** MATERIAL SHOWN follows **

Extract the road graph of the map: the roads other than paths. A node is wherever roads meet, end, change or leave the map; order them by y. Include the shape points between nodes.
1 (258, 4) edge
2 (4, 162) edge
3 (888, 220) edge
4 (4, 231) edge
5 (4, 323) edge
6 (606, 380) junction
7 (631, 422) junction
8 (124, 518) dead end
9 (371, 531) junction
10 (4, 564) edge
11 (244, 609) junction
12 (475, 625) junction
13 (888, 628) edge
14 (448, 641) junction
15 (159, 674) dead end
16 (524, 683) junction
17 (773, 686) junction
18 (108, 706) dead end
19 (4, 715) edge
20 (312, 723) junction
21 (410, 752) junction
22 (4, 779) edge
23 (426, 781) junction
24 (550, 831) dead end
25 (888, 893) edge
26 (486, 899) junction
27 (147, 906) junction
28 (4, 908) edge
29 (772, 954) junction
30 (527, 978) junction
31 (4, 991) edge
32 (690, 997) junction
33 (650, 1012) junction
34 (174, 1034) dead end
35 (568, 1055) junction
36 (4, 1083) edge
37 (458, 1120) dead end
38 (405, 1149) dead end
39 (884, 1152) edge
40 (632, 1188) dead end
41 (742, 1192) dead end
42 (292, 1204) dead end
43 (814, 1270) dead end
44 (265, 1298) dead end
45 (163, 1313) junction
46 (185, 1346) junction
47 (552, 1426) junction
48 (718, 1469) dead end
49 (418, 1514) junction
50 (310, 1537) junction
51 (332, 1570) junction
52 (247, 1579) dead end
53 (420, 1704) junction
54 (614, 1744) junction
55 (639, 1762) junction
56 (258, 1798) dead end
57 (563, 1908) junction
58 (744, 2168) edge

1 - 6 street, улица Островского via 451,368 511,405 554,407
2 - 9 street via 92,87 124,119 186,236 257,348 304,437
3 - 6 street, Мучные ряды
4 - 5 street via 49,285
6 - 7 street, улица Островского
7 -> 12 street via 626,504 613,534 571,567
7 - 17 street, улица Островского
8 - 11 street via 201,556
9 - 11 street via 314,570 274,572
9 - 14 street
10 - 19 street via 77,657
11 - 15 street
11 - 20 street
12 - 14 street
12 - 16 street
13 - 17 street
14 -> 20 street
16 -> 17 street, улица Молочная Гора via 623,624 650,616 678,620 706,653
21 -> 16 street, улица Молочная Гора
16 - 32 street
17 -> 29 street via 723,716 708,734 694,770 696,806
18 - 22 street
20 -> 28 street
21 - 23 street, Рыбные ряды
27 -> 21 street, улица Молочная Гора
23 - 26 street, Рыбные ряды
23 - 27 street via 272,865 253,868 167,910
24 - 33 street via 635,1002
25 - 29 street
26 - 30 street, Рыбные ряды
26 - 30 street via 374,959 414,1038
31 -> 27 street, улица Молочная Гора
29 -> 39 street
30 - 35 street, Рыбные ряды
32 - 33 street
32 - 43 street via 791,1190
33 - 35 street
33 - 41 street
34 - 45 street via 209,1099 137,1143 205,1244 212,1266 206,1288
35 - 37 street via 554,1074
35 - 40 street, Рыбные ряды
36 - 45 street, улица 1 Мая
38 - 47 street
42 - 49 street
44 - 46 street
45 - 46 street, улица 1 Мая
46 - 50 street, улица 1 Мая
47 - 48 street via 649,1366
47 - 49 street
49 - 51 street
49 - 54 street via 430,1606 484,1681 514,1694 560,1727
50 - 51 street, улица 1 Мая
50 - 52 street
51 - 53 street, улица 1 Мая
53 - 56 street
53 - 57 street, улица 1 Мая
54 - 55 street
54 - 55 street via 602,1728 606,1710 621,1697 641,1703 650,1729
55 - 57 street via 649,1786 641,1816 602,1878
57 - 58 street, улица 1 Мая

** End of MATERIAL SHOWN **

Your answer should be every line above that contains the word "ряды".

**ANSWER SECTION**
3 - 6 street, Мучные ряды
21 - 23 street, Рыбные ряды
23 - 26 street, Рыбные ряды
26 - 30 street, Рыбные ряды
30 - 35 street, Рыбные ряды
35 - 40 street, Рыбные ряды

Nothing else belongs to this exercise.